(Beginning of Source information)

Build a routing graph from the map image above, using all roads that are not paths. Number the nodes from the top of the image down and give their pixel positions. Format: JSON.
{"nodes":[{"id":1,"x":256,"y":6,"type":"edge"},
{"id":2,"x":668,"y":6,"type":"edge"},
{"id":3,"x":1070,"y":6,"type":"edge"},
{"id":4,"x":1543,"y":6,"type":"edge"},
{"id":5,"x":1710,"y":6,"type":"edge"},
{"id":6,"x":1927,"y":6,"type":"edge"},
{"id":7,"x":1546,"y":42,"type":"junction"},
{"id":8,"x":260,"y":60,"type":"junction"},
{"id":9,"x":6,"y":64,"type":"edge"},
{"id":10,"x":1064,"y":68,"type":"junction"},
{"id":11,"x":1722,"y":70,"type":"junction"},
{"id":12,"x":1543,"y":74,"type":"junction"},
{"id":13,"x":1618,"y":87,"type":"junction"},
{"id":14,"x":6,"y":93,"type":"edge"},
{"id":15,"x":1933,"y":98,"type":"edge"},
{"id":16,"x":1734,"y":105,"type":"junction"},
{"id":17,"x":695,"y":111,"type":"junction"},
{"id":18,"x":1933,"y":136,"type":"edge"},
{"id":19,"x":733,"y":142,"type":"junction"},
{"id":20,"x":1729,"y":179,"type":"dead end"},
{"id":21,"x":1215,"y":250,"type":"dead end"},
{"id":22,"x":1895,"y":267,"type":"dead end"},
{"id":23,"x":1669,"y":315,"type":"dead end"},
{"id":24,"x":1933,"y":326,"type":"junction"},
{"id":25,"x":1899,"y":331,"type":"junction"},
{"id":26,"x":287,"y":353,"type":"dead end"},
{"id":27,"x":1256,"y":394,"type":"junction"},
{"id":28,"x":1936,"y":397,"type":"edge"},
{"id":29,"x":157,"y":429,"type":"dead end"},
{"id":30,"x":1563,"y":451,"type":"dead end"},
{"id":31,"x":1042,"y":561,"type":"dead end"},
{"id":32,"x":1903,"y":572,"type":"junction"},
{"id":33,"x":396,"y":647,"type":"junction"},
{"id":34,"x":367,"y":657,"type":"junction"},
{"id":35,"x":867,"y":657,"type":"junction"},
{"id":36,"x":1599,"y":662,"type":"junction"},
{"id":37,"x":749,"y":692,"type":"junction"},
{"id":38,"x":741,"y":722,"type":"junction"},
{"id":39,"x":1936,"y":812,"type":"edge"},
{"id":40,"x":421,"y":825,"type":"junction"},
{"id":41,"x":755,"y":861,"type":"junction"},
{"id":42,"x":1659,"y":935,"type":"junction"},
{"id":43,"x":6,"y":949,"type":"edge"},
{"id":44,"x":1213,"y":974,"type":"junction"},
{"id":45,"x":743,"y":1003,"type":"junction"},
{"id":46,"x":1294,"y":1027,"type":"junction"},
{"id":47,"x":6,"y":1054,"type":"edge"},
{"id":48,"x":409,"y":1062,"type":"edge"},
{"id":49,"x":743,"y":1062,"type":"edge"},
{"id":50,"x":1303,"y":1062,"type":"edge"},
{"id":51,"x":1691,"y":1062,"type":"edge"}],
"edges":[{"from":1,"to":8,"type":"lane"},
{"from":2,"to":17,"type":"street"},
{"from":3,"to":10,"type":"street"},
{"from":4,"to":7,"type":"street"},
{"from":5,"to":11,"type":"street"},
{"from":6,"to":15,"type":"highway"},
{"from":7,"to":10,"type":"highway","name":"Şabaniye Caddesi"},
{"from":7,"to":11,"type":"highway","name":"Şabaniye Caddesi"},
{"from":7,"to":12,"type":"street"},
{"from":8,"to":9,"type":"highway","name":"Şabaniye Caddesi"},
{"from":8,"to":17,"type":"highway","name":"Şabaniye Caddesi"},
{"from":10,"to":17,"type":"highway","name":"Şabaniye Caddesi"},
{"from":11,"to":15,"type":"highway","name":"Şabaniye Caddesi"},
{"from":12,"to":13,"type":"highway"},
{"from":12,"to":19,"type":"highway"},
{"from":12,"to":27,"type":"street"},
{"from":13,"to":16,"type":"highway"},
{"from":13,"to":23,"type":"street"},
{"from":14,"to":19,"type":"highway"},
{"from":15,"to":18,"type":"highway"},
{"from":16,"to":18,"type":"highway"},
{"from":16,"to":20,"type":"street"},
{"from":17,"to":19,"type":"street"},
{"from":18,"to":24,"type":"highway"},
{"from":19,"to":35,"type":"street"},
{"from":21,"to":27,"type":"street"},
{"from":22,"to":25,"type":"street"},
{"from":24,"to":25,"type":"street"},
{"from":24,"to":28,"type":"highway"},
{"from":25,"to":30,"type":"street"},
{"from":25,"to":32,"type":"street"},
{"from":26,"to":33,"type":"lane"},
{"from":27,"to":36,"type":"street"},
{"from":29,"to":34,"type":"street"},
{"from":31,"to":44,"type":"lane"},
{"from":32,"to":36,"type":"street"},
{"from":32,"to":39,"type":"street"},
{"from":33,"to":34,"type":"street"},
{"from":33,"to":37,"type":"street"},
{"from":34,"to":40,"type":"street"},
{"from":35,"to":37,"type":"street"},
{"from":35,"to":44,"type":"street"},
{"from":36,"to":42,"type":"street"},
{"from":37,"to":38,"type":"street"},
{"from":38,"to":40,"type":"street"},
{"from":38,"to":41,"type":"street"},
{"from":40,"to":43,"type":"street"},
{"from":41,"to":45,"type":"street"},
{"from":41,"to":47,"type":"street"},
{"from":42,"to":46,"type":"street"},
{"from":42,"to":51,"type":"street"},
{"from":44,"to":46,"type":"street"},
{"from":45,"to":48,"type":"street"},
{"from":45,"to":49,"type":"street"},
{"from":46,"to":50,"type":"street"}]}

(End of Source information)

Every entry above should be transcribed exactly as it appears.

Answer below
Build a routing graph from the map image above, using all roads that are not paths. Number the nodes from the top of the image down and give their pixel positions. Format: JSON.
{"nodes":[{"id":1,"x":256,"y":6,"type":"edge"},
{"id":2,"x":668,"y":6,"type":"edge"},
{"id":3,"x":1070,"y":6,"type":"edge"},
{"id":4,"x":1543,"y":6,"type":"edge"},
{"id":5,"x":1710,"y":6,"type":"edge"},
{"id":6,"x":1927,"y":6,"type":"edge"},
{"id":7,"x":1546,"y":42,"type":"junction"},
{"id":8,"x":260,"y":60,"type":"junction"},
{"id":9,"x":6,"y":64,"type":"edge"},
{"id":10,"x":1064,"y":68,"type":"junction"},
{"id":11,"x":1722,"y":70,"type":"junction"},
{"id":12,"x":1543,"y":74,"type":"junction"},
{"id":13,"x":1618,"y":87,"type":"junction"},
{"id":14,"x":6,"y":93,"type":"edge"},
{"id":15,"x":1933,"y":98,"type":"edge"},
{"id":16,"x":1734,"y":105,"type":"junction"},
{"id":17,"x":695,"y":111,"type":"junction"},
{"id":18,"x":1933,"y":136,"type":"edge"},
{"id":19,"x":733,"y":142,"type":"junction"},
{"id":20,"x":1729,"y":179,"type":"dead end"},
{"id":21,"x":1215,"y":250,"type":"dead end"},
{"id":22,"x":1895,"y":267,"type":"dead end"},
{"id":23,"x":1669,"y":315,"type":"dead end"},
{"id":24,"x":1933,"y":326,"type":"junction"},
{"id":25,"x":1899,"y":331,"type":"junction"},
{"id":26,"x":287,"y":353,"type":"dead end"},
{"id":27,"x":1256,"y":394,"type":"junction"},
{"id":28,"x":1936,"y":397,"type":"edge"},
{"id":29,"x":157,"y":429,"type":"dead end"},
{"id":30,"x":1563,"y":451,"type":"dead end"},
{"id":31,"x":1042,"y":561,"type":"dead end"},
{"id":32,"x":1903,"y":572,"type":"junction"},
{"id":33,"x":396,"y":647,"type":"junction"},
{"id":34,"x":367,"y":657,"type":"junction"},
{"id":35,"x":867,"y":657,"type":"junction"},
{"id":36,"x":1599,"y":662,"type":"junction"},
{"id":37,"x":749,"y":692,"type":"junction"},
{"id":38,"x":741,"y":722,"type":"junction"},
{"id":39,"x":1936,"y":812,"type":"edge"},
{"id":40,"x":421,"y":825,"type":"junction"},
{"id":41,"x":755,"y":861,"type":"junction"},
{"id":42,"x":1659,"y":935,"type":"junction"},
{"id":43,"x":6,"y":949,"type":"edge"},
{"id":44,"x":1213,"y":974,"type":"junction"},
{"id":45,"x":743,"y":1003,"type":"junction"},
{"id":46,"x":1294,"y":1027,"type":"junction"},
{"id":47,"x":6,"y":1054,"type":"edge"},
{"id":48,"x":409,"y":1062,"type":"edge"},
{"id":49,"x":743,"y":1062,"type":"edge"},
{"id":50,"x":1303,"y":1062,"type":"edge"},
{"id":51,"x":1691,"y":1062,"type":"edge"}],
"edges":[{"from":1,"to":8,"type":"lane"},
{"from":2,"to":17,"type":"street"},
{"from":3,"to":10,"type":"street"},
{"from":4,"to":7,"type":"street"},
{"from":5,"to":11,"type":"street"},
{"from":6,"to":15,"type":"highway"},
{"from":7,"to":10,"type":"highway","name":"Şabaniye Caddesi"},
{"from":7,"to":11,"type":"highway","name":"Şabaniye Caddesi"},
{"from":7,"to":12,"type":"street"},
{"from":8,"to":9,"type":"highway","name":"Şabaniye Caddesi"},
{"from":8,"to":17,"type":"highway","name":"Şabaniye Caddesi"},
{"from":10,"to":17,"type":"highway","name":"Şabaniye Caddesi"},
{"from":11,"to":15,"type":"highway","name":"Şabaniye Caddesi"},
{"from":12,"to":13,"type":"highway"},
{"from":12,"to":19,"type":"highway"},
{"from":12,"to":27,"type":"street"},
{"from":13,"to":16,"type":"highway"},
{"from":13,"to":23,"type":"street"},
{"from":14,"to":19,"type":"highway"},
{"from":15,"to":18,"type":"highway"},
{"from":16,"to":18,"type":"highway"},
{"from":16,"to":20,"type":"street"},
{"from":17,"to":19,"type":"street"},
{"from":18,"to":24,"type":"highway"},
{"from":19,"to":35,"type":"street"},
{"from":21,"to":27,"type":"street"},
{"from":22,"to":25,"type":"street"},
{"from":24,"to":25,"type":"street"},
{"from":24,"to":28,"type":"highway"},
{"from":25,"to":30,"type":"street"},
{"from":25,"to":32,"type":"street"},
{"from":26,"to":33,"type":"lane"},
{"from":27,"to":36,"type":"street"},
{"from":29,"to":34,"type":"street"},
{"from":31,"to":44,"type":"lane"},
{"from":32,"to":36,"type":"street"},
{"from":32,"to":39,"type":"street"},
{"from":33,"to":34,"type":"street"},
{"from":33,"to":37,"type":"street"},
{"from":34,"to":40,"type":"street"},
{"from":35,"to":37,"type":"street"},
{"from":35,"to":44,"type":"street"},
{"from":36,"to":42,"type":"street"},
{"from":37,"to":38,"type":"street"},
{"from":38,"to":40,"type":"street"},
{"from":38,"to":41,"type":"street"},
{"from":40,"to":43,"type":"street"},
{"from":41,"to":45,"type":"street"},
{"from":41,"to":47,"type":"street"},
{"from":42,"to":46,"type":"street"},
{"from":42,"to":51,"type":"street"},
{"from":44,"to":46,"type":"street"},
{"from":45,"to":48,"type":"street"},
{"from":45,"to":49,"type":"street"},
{"from":46,"to":50,"type":"street"}]}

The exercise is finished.